Russie : des associations bibliophiliques très actives

Marginalia – N°129 du Magazine du Bibliophile

– en marge de notre numéro 129…

 

Dans ce numéro, nous publions un article d’Ekaterina Kukhto et Tatiana Panarina sur la bibliophilie russe. Comment l’amour des livres est-il vécu aujourd’hui en Russie ? Il s’agit, d’une part, de retracer rapidement l’histoire de cet attachement en citant ses grands moments, ses collectionneurs, quelques grandes bibliographies ainsi que les orientations et les intérêts bibliophiliques actuels.

Mais, surprise. L’article nous dévoile, d’autre part, une vie de la bibliophilie au travers d’associations particulièrement actives – cela dans toute la Fédération russe, dans toutes les grandes villes de cette Fédération. Jusqu’à la NUB (Union nationale des bibliophiles) et son président, Mikhaïl Seslavinsly, historien, bibliologue, député de la Douma et président par ailleurs de l’Agence de presse et de communication de la Fédération russe).

Comme le remarquera le lecteur, la NUB représente une autorité, une véritable autorité culturelle qui se situe d’une certaine façon au-dessus de la GAK, la Guilde des Libraires Antiquaires, association créée en 2008 équivalant au SLAM, Syndicat de la Libaririe ancienne et moderne en France.

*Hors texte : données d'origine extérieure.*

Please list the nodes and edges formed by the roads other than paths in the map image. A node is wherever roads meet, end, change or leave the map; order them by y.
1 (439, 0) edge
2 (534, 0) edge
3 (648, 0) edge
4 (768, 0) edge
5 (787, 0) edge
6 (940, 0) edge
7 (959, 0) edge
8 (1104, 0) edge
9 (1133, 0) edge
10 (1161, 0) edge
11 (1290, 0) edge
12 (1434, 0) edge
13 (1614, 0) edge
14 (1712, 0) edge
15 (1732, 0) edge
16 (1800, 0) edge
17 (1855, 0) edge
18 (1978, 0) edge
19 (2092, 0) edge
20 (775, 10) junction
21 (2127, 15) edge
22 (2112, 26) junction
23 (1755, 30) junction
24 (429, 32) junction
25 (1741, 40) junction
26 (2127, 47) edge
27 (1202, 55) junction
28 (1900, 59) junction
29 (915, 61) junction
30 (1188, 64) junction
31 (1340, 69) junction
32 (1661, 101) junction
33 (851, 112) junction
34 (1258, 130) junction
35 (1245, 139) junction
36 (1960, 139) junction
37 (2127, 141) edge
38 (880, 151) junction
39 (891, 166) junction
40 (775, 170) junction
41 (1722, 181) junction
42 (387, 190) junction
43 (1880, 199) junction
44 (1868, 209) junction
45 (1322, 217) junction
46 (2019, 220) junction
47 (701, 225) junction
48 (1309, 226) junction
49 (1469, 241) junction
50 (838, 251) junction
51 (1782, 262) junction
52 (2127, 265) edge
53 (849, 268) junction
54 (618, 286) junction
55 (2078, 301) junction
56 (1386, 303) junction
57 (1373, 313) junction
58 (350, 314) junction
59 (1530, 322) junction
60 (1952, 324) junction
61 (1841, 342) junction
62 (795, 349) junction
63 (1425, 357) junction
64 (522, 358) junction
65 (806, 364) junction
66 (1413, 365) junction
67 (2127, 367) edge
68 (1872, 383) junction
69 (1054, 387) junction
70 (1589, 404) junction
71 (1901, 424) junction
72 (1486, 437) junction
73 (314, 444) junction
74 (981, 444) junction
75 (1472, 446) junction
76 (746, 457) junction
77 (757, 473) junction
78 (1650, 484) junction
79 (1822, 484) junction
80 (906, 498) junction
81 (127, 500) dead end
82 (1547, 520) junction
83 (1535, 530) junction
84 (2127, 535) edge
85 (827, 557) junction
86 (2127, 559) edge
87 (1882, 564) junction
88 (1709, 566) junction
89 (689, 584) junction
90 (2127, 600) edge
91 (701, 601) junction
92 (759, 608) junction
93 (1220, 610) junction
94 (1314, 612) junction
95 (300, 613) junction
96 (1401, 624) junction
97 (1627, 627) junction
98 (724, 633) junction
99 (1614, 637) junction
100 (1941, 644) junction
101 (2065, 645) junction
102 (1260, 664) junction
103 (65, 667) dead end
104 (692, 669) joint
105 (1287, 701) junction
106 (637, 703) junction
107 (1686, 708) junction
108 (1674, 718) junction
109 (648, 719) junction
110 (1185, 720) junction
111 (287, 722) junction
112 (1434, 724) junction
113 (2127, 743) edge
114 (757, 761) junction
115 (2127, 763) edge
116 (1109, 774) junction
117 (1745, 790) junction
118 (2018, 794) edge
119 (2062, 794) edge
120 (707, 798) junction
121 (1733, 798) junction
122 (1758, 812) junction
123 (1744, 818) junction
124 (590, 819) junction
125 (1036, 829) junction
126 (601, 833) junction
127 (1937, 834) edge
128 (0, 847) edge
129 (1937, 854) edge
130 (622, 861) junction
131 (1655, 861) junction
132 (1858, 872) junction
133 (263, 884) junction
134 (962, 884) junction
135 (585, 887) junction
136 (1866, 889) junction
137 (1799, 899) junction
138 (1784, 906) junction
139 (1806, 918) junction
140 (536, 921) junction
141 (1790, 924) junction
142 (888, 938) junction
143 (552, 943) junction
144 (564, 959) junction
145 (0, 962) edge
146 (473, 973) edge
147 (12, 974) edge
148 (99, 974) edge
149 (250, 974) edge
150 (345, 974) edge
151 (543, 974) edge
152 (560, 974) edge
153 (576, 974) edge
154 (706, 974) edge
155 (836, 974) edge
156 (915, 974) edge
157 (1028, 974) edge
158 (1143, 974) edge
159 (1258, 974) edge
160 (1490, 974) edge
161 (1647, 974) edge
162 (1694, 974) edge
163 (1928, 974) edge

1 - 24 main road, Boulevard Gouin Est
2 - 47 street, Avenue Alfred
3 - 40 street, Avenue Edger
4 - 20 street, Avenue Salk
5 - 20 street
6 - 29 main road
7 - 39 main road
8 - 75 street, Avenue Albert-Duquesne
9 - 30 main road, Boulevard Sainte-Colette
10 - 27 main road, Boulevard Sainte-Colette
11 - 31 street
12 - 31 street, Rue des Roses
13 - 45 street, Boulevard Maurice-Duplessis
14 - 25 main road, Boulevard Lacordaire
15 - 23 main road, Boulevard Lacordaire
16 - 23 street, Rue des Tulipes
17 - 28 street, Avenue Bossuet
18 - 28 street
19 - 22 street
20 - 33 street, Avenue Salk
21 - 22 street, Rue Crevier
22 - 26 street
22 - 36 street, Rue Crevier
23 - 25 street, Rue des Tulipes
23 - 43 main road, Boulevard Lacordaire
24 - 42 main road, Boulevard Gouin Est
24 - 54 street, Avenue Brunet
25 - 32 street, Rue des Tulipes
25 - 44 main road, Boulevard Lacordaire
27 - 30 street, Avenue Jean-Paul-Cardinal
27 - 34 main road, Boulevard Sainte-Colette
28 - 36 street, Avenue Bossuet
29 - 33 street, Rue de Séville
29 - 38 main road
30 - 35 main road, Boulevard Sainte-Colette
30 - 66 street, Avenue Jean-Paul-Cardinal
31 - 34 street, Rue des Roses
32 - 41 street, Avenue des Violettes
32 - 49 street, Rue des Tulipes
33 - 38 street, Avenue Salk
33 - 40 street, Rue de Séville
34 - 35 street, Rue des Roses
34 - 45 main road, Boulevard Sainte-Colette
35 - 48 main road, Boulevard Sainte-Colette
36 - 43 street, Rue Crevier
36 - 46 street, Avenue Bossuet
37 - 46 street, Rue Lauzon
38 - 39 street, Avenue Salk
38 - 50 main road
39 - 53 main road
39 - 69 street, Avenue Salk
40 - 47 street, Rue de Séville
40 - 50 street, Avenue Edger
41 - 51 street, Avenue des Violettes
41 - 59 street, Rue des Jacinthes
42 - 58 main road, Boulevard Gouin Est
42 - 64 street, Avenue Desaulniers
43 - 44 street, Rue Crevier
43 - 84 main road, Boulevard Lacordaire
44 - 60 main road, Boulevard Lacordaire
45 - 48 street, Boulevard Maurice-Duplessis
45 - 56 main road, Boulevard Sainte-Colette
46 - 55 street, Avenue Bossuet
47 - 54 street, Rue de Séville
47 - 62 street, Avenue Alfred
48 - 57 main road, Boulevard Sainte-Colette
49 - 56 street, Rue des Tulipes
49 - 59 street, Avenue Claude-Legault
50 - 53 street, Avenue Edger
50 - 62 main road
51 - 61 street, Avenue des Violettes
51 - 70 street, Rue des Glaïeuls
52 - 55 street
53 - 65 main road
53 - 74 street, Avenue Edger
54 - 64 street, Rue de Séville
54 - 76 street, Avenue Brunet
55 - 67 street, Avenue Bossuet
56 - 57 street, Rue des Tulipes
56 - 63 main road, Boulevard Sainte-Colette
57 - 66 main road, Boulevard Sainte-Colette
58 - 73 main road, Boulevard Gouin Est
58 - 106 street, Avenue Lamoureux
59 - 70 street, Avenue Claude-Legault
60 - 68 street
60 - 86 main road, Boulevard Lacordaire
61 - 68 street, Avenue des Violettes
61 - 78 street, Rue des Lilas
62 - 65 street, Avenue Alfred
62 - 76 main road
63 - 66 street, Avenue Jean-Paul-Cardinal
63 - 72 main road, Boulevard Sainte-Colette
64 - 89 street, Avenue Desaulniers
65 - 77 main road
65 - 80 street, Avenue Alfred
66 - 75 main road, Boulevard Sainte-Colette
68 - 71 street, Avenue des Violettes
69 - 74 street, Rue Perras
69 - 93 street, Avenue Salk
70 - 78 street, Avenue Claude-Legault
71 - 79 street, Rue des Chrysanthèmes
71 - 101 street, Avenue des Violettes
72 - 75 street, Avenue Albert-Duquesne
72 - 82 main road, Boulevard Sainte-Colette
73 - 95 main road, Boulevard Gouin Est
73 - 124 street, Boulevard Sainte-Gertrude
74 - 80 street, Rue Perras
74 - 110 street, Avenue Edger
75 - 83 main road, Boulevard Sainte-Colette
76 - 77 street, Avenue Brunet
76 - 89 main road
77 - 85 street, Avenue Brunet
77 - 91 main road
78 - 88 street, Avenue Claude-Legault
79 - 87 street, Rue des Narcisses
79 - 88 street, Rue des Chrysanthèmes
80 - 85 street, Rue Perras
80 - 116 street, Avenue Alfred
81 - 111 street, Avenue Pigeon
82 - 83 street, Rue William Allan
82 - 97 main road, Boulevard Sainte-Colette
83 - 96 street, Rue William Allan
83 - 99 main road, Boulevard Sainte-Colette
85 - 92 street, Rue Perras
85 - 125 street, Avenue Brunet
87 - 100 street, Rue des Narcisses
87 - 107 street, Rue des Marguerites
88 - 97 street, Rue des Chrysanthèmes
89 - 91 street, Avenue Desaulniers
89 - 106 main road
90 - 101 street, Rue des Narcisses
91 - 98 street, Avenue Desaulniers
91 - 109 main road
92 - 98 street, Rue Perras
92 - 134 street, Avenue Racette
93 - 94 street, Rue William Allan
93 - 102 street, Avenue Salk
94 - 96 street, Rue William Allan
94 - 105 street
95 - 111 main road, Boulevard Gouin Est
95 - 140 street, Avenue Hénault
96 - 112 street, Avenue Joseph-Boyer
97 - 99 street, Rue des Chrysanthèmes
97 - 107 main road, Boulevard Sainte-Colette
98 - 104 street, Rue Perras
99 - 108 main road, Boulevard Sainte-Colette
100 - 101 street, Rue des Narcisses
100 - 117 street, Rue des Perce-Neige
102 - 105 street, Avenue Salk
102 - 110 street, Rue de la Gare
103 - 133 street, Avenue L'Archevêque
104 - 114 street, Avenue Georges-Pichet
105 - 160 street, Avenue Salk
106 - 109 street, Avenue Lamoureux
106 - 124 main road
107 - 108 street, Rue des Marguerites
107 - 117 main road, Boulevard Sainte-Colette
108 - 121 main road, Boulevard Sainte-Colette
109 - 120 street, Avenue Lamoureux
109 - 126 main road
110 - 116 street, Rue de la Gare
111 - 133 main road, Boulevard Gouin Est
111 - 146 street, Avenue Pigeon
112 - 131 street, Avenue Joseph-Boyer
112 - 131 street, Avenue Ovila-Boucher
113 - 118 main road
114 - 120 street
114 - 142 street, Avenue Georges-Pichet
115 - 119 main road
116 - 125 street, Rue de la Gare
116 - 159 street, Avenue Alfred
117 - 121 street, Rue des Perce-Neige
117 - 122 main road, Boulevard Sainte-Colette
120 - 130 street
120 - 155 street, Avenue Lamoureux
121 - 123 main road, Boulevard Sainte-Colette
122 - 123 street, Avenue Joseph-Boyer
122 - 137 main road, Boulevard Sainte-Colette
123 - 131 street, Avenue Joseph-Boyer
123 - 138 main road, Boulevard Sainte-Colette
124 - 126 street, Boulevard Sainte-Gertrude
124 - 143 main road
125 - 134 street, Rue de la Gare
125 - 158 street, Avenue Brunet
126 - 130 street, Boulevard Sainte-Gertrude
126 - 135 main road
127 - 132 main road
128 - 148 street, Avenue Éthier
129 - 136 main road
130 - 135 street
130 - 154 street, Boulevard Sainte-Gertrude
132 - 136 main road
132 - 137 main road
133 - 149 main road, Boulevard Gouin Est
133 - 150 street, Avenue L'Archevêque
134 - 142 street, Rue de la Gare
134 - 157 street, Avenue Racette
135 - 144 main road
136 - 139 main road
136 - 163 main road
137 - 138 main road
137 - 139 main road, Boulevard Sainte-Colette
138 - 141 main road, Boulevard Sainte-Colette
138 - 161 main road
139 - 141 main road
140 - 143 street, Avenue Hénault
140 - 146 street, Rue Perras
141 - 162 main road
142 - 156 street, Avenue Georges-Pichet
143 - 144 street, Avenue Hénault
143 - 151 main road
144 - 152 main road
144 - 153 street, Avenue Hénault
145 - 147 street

Interrogation que suscite cet article… Dans un paysage culturel général, une association qui réunit ou qui réunirait tous les bibliophiles – aussi bien les libraires, les commerçants, les journalistes, les politiciens, les Académiciens… – n’est-elle ou ne serait-elle pas plus représentative et de plus de poids qu’une association particulière comme celle d’une seule profession ? Autrement dit, n’est-il pas plus important ou ne le serait-il pas qu’il existe ou qu’il existât une association réunissant tous les amoureux du livre plutôt qu’une représentation de cette passion culturelle par une seule entité, un syndicat professionnel par exemple… ?

La bibliophilie en Russie, héritière bien sûr de traditions historiques différentes des nôtres en de nombreux points, présente néanmoins aujourd’hui une vie institutionnelle, structurelle sur le plan social, qui pourrait inspirer la création d’associations bibliophiliques en France – alors que la plupart de celles qui existaient ici au début du XXe siècle ont disparu.

Une autre remarque concerne la NUB et se rapporte à la notoriété des personnes qui la composent et la dirigent. À l’image de l’ouverture de cette association, la NUB comprend de grands noms de l’université, de divers départements comme ceux d’histoire, histoire du livre, commerce du livre ancien etc.

Les bibliophiles ont l’avantage en Russie de voir leur passion accompagnée par la publication de nombreux outils d’information sur le commerce du livre ancien, sur l’histoire du livre, sur son marché… Ainsi que de nombreuses bibliographies. Un mention particulière est faite dans cet article à une revue – assez proche du Magazine du Bibliophile : Pro Knigi (Autour du Livre). Née en 2007 (un an avant la GAK), Pro Knigi est éditée à Moscou. Son tirage est d’environ 2000 exemplaires.

Parallèlement à toutes les indications aussi diverses que précises (notamment de bibliographies), on trouvera dans cet article des informations sur les fraudes rencontrées en bibliophilie ancienne dans la Fédération russe.

Un grand merci encore aux deux auteurs de cet article : une libraire, Ekaterina Kukhto, et une universitaire, Tatiana Panarina.